The Healing

Chapter 46





For years to come the puzzling events following Little Lord’s miraculous recovery would be hotly debated by the inhabitants of the Mississippi Delta, both white and black. In fact, most could only agree upon a few things.

First, Master Ben, being a gentleman of his word, gave Polly her Freedom as promised. Of course there were those who insisted nobody gave Polly Shine a thing. She took it.

Second, as soon as her Freedom papers arrived, Polly struck out on foot, alone, carrying only her snake stick and a tote sack swinging from her shoulder.

Third, two nights following her departure, during a rain so heavy it breached the levees in four locations and flooded the great house and all the cabins, sixty-four of the master’s slaves, including his most loyal servant, Silas, went missing, the largest single incident of runaways in the history of the state of Mississippi.

And finally, it was common knowledge that when Master Ben was alerted to the mass escape, he immediately sent for the dogs, and it was Bridger who had the unpleasant task of telling his boss that every one of those ferocious slave-catching hounds was too violently ill to join the hunt, forcing the men to wander the rain-swollen swamps with benefit of neither track nor scent. They spent three miserable days in the swamps only to come back empty-handed.

Other than that, nothing could be said for certain, but that didn’t stop the speculating. Granada discovered everyone had his theory. And each of them put Polly Shine at the center.

Some swore that the band of runaways were biding their time, trapping and fishing on some secret bayou, waiting for the abolitionists to find them and escort them to Freedom.

Those with religion believed that Polly, after bartering for her Freedom with the life of the pharaoh’s son, had led the escaped Negroes right up to the banks of the Mississippi River and commanded it to split wide open like the Red Sea. Some went as far as to say that Polly and her followers carved out their own Promised Land out West, some milk-and-honey Canaan for Negroes only.

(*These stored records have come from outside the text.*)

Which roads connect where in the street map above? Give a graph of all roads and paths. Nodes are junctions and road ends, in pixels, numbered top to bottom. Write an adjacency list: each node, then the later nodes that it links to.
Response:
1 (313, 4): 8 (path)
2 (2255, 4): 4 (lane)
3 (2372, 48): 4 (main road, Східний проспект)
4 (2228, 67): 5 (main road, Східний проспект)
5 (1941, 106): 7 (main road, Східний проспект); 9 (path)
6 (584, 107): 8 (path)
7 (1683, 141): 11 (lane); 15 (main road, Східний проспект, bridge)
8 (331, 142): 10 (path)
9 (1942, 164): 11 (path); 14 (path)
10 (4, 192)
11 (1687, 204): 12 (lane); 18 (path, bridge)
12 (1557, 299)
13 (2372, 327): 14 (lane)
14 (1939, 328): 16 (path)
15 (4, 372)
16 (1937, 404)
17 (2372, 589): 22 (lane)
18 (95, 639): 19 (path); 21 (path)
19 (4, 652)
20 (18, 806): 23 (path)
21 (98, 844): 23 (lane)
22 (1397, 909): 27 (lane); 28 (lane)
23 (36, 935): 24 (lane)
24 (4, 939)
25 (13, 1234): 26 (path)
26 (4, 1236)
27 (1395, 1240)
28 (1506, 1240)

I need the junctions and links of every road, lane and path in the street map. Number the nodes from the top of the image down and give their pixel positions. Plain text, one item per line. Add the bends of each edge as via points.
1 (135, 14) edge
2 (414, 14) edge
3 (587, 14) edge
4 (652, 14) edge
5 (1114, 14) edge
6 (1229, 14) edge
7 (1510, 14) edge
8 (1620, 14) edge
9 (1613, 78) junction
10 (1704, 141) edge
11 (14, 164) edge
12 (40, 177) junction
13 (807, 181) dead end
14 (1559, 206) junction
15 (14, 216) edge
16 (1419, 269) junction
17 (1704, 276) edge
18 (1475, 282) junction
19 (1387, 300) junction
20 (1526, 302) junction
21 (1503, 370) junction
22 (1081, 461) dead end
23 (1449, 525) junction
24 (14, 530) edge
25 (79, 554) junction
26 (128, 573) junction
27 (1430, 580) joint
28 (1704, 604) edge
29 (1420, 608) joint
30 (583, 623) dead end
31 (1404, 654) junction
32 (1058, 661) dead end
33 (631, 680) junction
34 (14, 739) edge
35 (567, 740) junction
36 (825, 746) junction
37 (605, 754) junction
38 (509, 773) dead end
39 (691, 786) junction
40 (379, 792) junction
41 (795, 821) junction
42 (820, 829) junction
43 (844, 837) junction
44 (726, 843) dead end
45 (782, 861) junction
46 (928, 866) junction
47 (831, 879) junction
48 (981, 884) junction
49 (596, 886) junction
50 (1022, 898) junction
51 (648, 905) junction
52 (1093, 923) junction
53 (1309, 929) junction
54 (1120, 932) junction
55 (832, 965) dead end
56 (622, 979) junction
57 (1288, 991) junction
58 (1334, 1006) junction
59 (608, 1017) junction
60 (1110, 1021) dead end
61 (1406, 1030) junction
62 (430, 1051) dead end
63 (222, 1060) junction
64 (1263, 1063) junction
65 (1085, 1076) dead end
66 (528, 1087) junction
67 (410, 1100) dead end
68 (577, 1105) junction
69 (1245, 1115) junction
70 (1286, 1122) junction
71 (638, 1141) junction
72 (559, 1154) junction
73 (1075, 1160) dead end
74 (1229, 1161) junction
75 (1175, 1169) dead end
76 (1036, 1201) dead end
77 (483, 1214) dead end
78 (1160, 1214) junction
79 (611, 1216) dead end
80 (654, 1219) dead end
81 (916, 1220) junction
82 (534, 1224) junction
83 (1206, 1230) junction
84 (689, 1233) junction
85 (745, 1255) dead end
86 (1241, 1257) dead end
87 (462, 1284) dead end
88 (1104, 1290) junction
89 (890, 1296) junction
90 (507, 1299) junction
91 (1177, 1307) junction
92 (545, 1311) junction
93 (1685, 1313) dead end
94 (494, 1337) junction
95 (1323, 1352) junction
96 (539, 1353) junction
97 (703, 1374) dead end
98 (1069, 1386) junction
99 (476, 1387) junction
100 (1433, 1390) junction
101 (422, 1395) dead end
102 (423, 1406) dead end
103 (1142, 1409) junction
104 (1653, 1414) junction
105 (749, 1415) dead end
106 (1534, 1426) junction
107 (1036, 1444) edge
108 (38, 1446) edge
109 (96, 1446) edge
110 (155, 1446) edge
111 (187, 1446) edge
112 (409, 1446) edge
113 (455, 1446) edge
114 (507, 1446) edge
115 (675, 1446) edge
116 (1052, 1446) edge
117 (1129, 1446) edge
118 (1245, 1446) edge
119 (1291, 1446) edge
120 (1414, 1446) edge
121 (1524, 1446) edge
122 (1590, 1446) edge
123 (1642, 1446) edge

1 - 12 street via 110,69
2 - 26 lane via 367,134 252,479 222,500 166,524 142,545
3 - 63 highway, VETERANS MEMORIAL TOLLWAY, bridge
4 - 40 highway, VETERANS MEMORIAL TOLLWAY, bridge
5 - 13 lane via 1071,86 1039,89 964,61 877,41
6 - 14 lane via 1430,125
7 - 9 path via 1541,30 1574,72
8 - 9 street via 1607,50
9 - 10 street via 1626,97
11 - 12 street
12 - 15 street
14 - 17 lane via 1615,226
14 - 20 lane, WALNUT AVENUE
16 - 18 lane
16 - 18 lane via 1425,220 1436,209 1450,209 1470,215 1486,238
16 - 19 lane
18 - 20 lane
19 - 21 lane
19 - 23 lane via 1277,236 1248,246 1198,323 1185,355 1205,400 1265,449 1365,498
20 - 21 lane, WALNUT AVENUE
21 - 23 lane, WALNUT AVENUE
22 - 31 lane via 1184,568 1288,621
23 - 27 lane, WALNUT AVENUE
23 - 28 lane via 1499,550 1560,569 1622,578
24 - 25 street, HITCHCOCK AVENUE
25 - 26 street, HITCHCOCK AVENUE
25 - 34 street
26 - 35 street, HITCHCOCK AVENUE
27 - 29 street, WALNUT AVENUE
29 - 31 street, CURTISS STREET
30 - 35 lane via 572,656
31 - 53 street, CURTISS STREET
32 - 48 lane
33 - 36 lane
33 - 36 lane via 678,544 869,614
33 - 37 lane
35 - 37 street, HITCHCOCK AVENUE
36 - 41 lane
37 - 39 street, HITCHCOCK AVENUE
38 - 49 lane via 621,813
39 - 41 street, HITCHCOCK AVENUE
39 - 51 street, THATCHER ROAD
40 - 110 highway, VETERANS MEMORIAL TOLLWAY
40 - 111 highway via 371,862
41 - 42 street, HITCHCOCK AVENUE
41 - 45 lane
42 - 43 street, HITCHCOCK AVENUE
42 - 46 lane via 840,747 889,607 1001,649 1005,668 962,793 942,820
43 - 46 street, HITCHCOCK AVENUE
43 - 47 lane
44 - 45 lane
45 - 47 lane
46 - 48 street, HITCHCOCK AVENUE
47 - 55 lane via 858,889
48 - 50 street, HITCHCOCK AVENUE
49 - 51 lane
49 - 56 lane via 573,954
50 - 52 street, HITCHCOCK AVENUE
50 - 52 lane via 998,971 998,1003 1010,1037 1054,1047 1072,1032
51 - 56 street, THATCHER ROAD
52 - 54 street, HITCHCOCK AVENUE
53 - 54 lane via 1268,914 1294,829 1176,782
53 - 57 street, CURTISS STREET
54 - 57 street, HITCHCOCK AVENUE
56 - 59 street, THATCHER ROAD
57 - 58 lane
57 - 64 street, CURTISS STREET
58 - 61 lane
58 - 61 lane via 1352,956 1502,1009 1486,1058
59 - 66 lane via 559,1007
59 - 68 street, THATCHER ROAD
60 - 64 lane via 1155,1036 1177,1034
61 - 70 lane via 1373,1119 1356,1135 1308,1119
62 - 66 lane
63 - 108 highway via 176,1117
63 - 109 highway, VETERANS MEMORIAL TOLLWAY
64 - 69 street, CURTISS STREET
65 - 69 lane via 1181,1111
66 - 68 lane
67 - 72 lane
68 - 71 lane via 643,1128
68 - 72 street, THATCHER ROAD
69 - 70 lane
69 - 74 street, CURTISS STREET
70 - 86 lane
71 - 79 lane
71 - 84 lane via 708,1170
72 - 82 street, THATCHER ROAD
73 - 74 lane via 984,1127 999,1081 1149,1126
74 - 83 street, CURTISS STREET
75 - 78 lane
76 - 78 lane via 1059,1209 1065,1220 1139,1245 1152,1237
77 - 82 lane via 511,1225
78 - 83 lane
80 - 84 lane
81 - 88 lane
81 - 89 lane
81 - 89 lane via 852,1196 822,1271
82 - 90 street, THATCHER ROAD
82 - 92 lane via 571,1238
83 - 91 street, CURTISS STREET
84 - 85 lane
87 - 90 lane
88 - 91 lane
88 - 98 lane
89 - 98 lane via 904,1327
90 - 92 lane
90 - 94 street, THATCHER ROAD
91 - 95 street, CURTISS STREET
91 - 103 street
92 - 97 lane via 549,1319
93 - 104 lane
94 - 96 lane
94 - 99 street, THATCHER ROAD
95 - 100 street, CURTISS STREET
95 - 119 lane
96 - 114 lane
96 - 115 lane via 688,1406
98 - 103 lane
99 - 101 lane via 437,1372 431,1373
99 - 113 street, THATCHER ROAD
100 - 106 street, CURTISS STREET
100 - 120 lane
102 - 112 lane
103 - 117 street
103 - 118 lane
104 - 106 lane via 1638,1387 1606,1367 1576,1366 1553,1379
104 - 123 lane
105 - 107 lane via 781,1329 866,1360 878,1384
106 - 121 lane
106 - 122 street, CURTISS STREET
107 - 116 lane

A favorite theory held by the master and his fellow plantation owners was that the runaways never got out of the swamps alive.

Granada wasn’t sure where Polly ended up, but the girl was good enough at riddles to figure how she got away. Granada knew that the best riddle is the one whose solution is obvious. You think, “Why didn’t I see that before! The answer was in front of me all the time!”

Indeed, after repeatedly sifting through the facts, Granada decided Polly’s planned escape had been right in front of her. Silas didn’t have some miracle conversion. He had been working with Polly ever since she began taking him his medicine. His access to the settlements through holding preaching meetings was in no doubt beneficial in planning such a large-scale operation. She remembered the stormy night he came into the kitchen out of the rain, quoting Bible verses about the two men working in the field, one being taken up and the other left behind. He had told anybody with ears to hear what was coming. How many times had he preached that same message to his three hundred congregants? Freedom was coming like a thief in the night. Only the Father knew the day. But get ready if you were going.

Charity, who walked her baby out in the open, always chose to circle by the hound pen until the dogs grew accustomed to her presence. Granada had even heard Polly tell Charity to feed the dogs when she passed. Quietly slipping them the same purgatives the white doctors were so fond of could be done easily, with little fuss.

Charity’s husband, Barnabas, who had hollowed Little Lord’s canoe out of a log and then showed him how to use it, was also one of the runaways. He could certainly be counted on to build a cypress-log armada, keep it hidden in the swamps, and then teach the group what to do with a paddle.

Silas, who had first settled the swamps with the master, mapping every river, stream, tributary, and alligator slough, would know how to captain a fleeing army of canoeing slaves.

Polly had been warning Granada about the snake called Freedom for months, trying her best to get the girl ready without risking the entire scheme. And maybe if things hadn’t happened so suddenly, Granada could have been ready.

The only person to blame was Granada herself. Polly had to speed up her timetable when Granada told the mistress about Rubina. Granada had forced her hand.

With the riddle solved, there was just one lingering question, and it meant more to Granada than any other: Would Polly Shine do as she promised?

Granada could recite aloud the exact words, the last thing she heard Polly say: “Wherever you be, however old and crooked you get, I promise, you will be remembered.”

“Will you really remember me?” Granada asked the night sky from her window. “Years from now, when you cast your eyes at these very stars, wherever you are standing, will you see me in the weave? Will you remember that you loved me?”

If the answer was yes, if Polly, who knew Granada before anyone, remembered her, then Granada believed she could bear anything.